----- Exercise material

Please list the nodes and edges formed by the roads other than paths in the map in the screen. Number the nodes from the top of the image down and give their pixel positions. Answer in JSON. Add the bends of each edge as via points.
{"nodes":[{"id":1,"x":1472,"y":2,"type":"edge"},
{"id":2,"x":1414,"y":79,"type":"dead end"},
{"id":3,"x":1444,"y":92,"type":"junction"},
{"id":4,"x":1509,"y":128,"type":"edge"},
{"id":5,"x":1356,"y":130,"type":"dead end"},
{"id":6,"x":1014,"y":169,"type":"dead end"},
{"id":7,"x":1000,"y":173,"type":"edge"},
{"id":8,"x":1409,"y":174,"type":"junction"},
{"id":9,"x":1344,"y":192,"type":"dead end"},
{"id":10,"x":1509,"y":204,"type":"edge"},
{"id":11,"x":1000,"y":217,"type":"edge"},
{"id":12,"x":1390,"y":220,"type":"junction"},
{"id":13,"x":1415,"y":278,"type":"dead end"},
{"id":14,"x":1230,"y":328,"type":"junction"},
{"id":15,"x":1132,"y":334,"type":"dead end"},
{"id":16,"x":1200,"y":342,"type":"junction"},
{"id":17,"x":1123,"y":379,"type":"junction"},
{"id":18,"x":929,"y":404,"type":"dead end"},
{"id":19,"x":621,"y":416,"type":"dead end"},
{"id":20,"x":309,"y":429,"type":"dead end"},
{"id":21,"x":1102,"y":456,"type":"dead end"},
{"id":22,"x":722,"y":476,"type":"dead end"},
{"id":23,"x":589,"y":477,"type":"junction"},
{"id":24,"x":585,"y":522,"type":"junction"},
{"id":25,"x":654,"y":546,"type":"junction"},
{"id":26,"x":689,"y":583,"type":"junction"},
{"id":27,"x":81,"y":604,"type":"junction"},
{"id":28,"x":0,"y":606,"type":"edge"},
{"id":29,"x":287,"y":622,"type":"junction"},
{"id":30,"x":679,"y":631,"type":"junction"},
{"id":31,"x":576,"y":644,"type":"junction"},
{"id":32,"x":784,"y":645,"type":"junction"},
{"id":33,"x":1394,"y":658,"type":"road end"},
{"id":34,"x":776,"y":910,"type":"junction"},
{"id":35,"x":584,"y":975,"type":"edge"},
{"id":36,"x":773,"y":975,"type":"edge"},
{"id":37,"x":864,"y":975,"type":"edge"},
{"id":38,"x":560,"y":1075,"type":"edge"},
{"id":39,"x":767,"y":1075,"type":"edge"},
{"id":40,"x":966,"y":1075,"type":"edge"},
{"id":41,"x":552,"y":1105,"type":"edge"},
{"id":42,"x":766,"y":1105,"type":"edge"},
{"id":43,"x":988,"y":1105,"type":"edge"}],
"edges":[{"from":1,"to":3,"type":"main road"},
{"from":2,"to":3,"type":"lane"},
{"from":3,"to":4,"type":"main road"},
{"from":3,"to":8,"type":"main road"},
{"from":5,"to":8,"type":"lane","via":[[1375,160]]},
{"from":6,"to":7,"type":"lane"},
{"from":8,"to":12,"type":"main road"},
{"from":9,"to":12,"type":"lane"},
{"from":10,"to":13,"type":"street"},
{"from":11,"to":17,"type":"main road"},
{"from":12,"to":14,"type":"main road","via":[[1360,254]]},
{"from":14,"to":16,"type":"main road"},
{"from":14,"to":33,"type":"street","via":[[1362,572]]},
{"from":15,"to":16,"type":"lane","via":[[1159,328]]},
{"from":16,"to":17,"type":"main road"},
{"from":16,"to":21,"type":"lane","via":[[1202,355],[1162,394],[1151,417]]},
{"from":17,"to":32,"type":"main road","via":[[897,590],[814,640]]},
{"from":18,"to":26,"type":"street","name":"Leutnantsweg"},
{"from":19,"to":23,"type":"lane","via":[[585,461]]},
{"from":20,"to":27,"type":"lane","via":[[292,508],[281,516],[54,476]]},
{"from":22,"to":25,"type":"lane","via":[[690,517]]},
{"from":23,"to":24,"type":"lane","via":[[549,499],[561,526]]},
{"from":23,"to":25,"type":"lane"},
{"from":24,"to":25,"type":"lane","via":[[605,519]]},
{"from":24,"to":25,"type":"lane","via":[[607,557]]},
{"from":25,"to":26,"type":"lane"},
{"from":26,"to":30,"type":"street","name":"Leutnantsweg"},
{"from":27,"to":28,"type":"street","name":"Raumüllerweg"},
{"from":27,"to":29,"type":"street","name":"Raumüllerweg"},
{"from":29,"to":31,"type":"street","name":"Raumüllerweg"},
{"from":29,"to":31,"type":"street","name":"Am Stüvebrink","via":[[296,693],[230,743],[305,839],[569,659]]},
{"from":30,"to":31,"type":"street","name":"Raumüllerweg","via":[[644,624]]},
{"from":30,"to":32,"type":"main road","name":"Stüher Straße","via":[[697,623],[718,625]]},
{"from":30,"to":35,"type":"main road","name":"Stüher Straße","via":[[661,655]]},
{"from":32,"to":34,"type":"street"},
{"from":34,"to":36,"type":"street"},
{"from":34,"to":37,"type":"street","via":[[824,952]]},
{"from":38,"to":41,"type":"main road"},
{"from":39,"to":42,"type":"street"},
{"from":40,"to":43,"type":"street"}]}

----------

Determine how many lines of the listing include the word "main" and report nothing but the number.

12